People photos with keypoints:
○ ○ ○ ○ ○ ○ ○

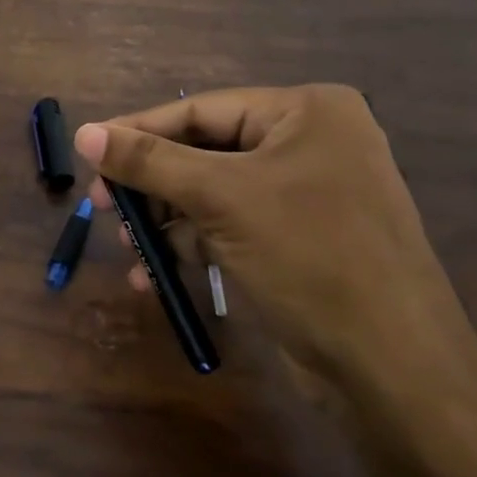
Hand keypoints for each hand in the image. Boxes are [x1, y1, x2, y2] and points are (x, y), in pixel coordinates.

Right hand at [75, 85, 476, 400]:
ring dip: (165, 222)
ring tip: (128, 250)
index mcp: (305, 112)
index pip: (199, 110)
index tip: (86, 152)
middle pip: (203, 152)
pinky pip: (229, 226)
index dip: (137, 131)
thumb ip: (148, 162)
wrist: (393, 366)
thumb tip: (83, 133)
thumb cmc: (310, 258)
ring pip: (211, 193)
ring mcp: (307, 192)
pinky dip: (191, 246)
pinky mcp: (299, 237)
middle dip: (151, 186)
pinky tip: (154, 276)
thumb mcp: (220, 199)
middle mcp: (309, 142)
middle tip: (103, 208)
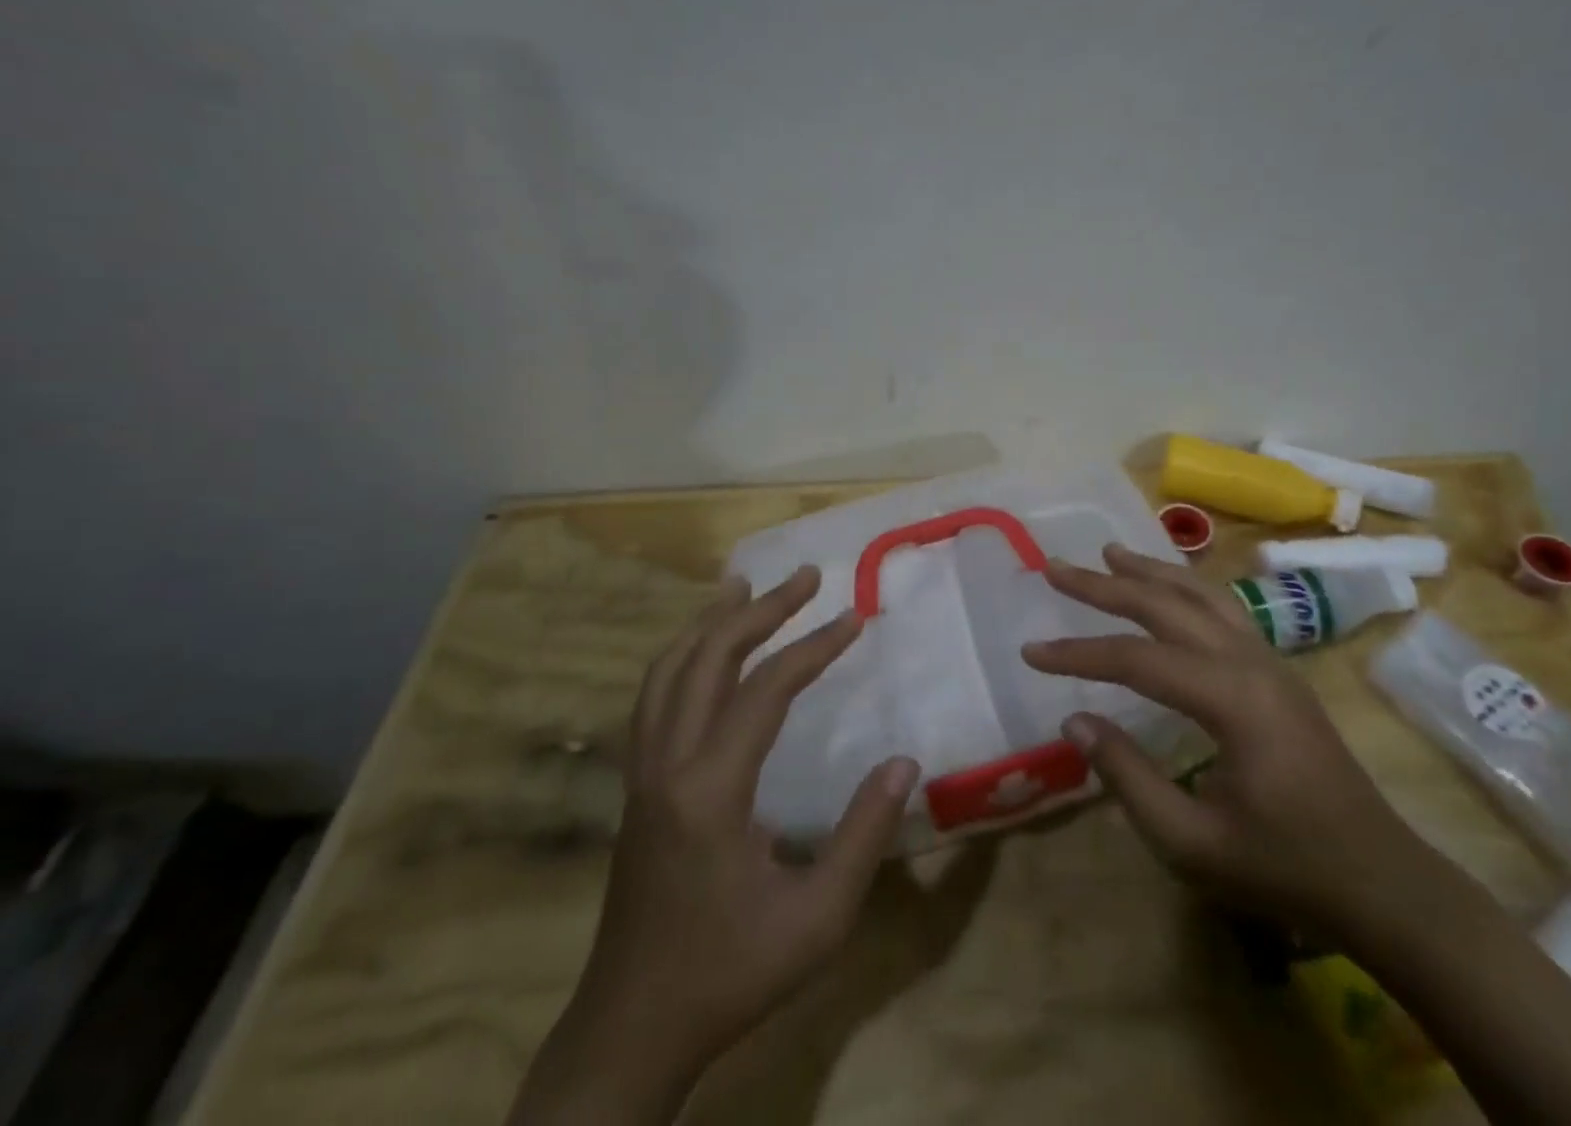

○ ○ ○ ○ ○ ○ ○

Task to complete: Find "pinky mcp: (299, 237)" in the entries, then reproduce that line and each line after it exactly, through the last one. Pictures do not go in.

Solution to this task:
pinky mcp: (299, 237)
middle dip: (151, 186)
pinky tip: (154, 276)
thumb mcp: (220, 199)
middle mcp: (309, 142)
middle tip: (103, 208)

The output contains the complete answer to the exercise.